Abstract

Acute rhabdomyolysis is a rare but potentially severe disease in childhood. Inherited metabolic disorders have to be searched for. Significant repolarisation abnormalities have been described in patients with acute rhabdomyolysis and TANGO2 mutation involved in the Golgi apparatus. Between 12/2013 and 01/2017, 4 children (mean age 3,5 years at first crisis) presented in our department with 1 to 3 acute severe rhabdomyolysis crises (CPK > 10,000 UI/L) associated with significant ECG anomalies.

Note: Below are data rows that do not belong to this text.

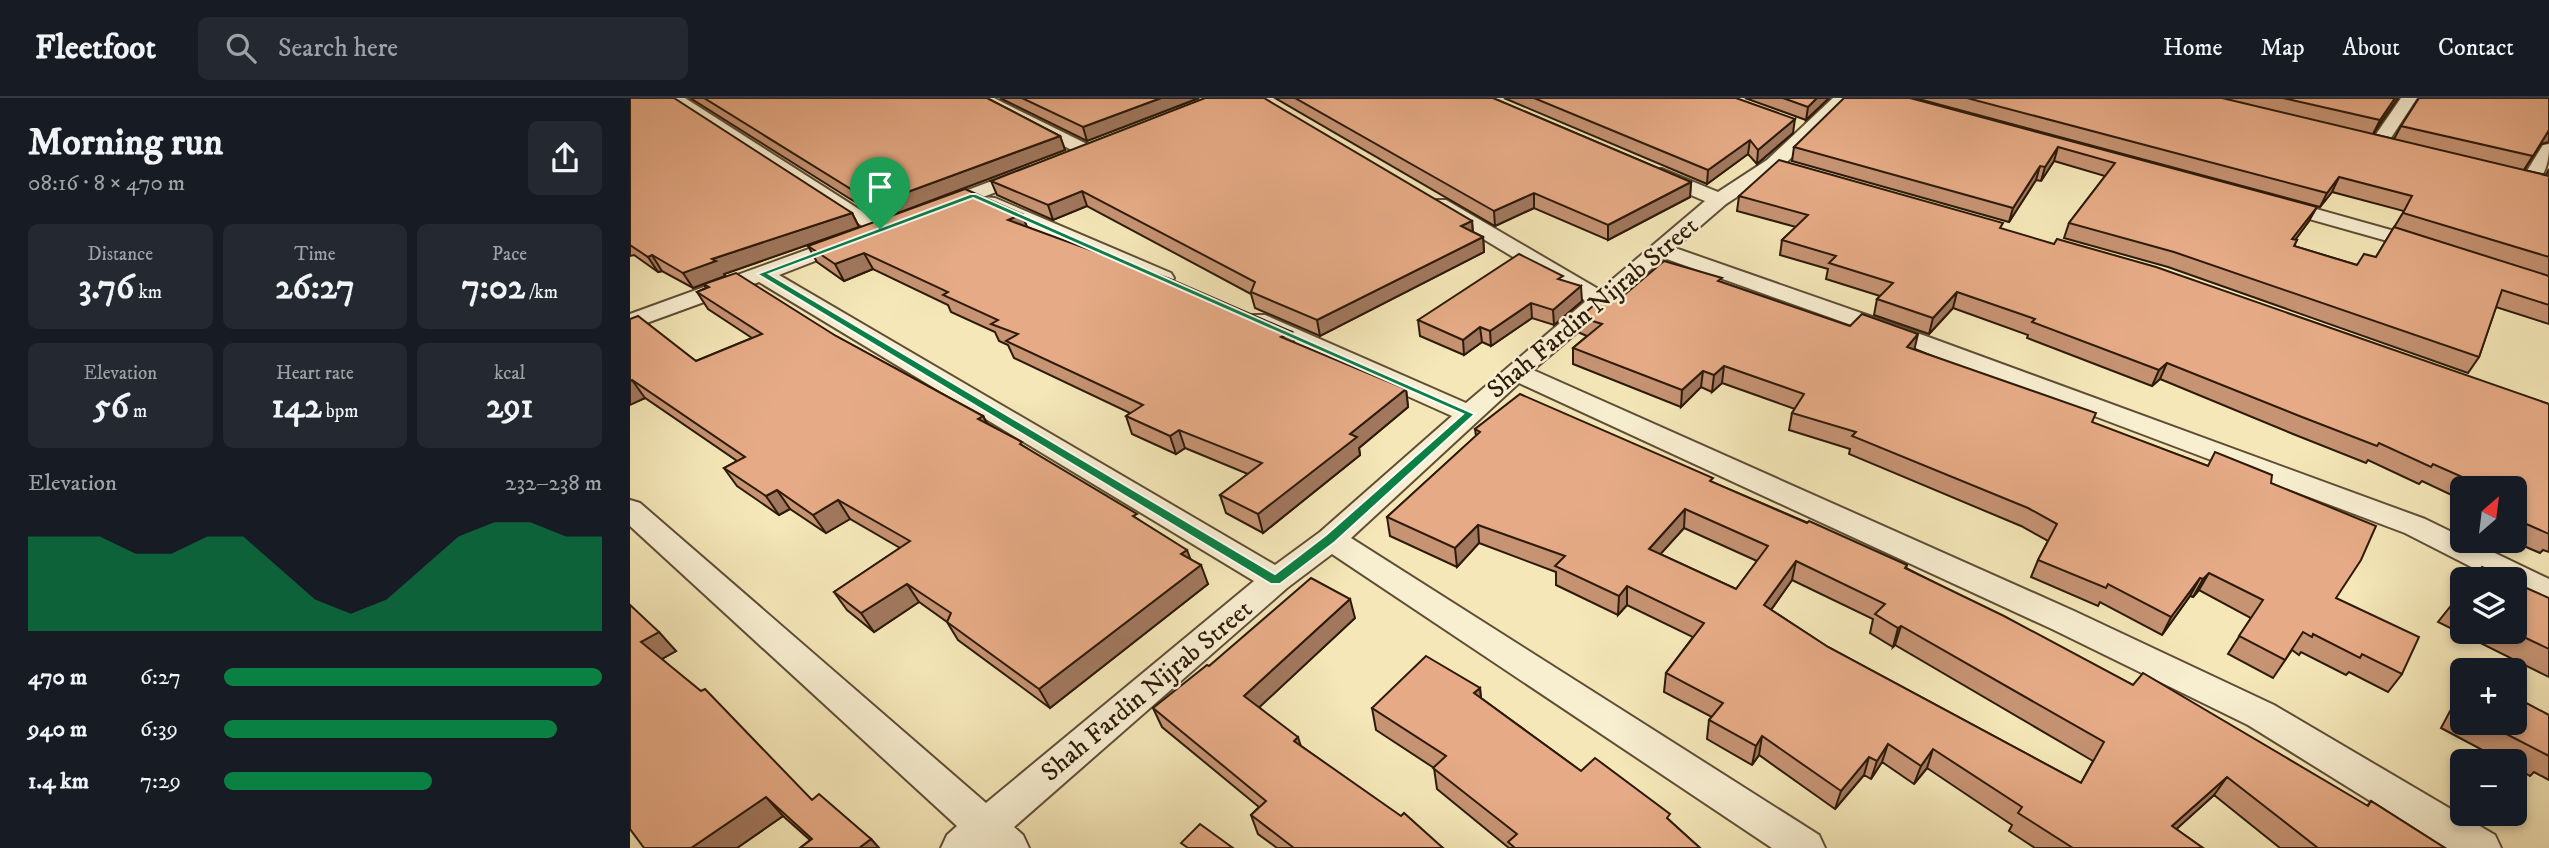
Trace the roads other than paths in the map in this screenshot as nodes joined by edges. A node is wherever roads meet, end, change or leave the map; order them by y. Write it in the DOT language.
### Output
graph roads {
  1 [pos="674,98"];
  2 [pos="981,98"];
  3 [pos="1843,98"];
  4 [pos="2409,98"];
  5 [pos="1111,141"];
  6 [pos="2401,148"];
  7 [pos="2549,149"];
  8 [pos="1087,151"];
  9 [pos="1634,164"];
  10 [pos="2533,180"];
  11 [pos="973,195"];
  12 [pos="1425,196"];
  13 [pos="1719,200"];
  14 [pos="2263,201"];
  15 [pos="926,212"];
  16 [pos="903,220"];
  17 [pos="880,229"];
  18 [pos="2436,249"];
  19 [pos="1662,250"];
  20 [pos="762,274"];
  21 [pos="1177,285"];
  22 [pos="1603,301"];
  23 [pos="1241,313"];
  24 [pos="630,322"];
  25 [pos="1516,372"];
  26 [pos="1470,414"];
  27 [pos="630,510"];
  28 [pos="1331,538"];
  29 [pos="1276,580"];
  30 [pos="2549,593"];
  31 [pos="985,841"];
  32 [pos="1805,848"];
  33 [pos="2480,848"];
  1 -- 17 [label="street"];
  2 -- 8 [label="street"];
  3 -- 13 [label="street, Shah Fardin Nijrab Street"];
  4 -- 6 [label="street"];
  5 -- 8 [label="street"];
  7 -- 10 [label="street"];
  8 -- 11 [label="street"];
  9 -- 13 [label="street"];
  11 -- 15 [label="street"];
  11 -- 21 [label="street"];
  12 -- 22 [label="street"];
  13 -- 19 [label="street, Shah Fardin Nijrab Street"];
  14 -- 18 [label="street"];
  16 -- 17 [label="street"];
  17 -- 20 [label="street"];
  19 -- 22 [label="street, Shah Fardin Nijrab Street"];
  19 -- 30 [label="street"];
  20 -- 24 [label="street"];
  20 -- 29 [label="street"];
  22 -- 25 [label="street, Shah Fardin Nijrab Street"];
  23 -- 26 [label="street"];
  25 -- 26 [label="street, Shah Fardin Nijrab Street"];
  25 -- 33 [label="street"];
  26 -- 28 [label="street, Shah Fardin Nijrab Street"];
  27 -- 31 [label="street"];
  28 -- 29 [label="street, Shah Fardin Nijrab Street"];
  28 -- 32 [label="street"];
  29 -- 31 [label="street, Shah Fardin Nijrab Street"];
}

All 4 had neurodevelopmental delay (from mild speech delay to spastic tetraparesia, with microcephaly). Rhabdomyolysis occurred after acute viral illnesses or unusual fasting and were associated with neurological deterioration. Cardiac anomalies included significant lengthening of QT and QTc interval in all 4, concomitant bradycardia and life-threatening “torsades de pointe” in patient 1, left bundle branch bloc in patient 3 and ventricular arrhythmia and cardiac arrest in patient 4 ( Fig. 1 ). ECG anomalies were maximal around 10 days after the beginning of crisis and slightly delayed from the peak CPK level. Ventricular dysfunction was associated in patient 2 (mild) and in patient 3 (severe requiring inotrope support). Cardiac anomalies regressed completely in all between the rhabdomyolysis crises. Patient 1 died while admitted for her 3rd rhabdomyolysis crisis, with severe neurological worsening, prolonged QT but no ventricular arrhythmia. TANGO2 mutation was confirmed in patient 1, suspected but not yet confirmed for the 3 others. Ventricular conduction and function have to be explored in children with acute rhabdomyolysis in the setting of neurodevelopmental delay. TANGO2 mutations may be responsible. The cardiac disorders are rapidly progressive, potentially life-threatening but reversible. The mechanism and treatment are poorly defined.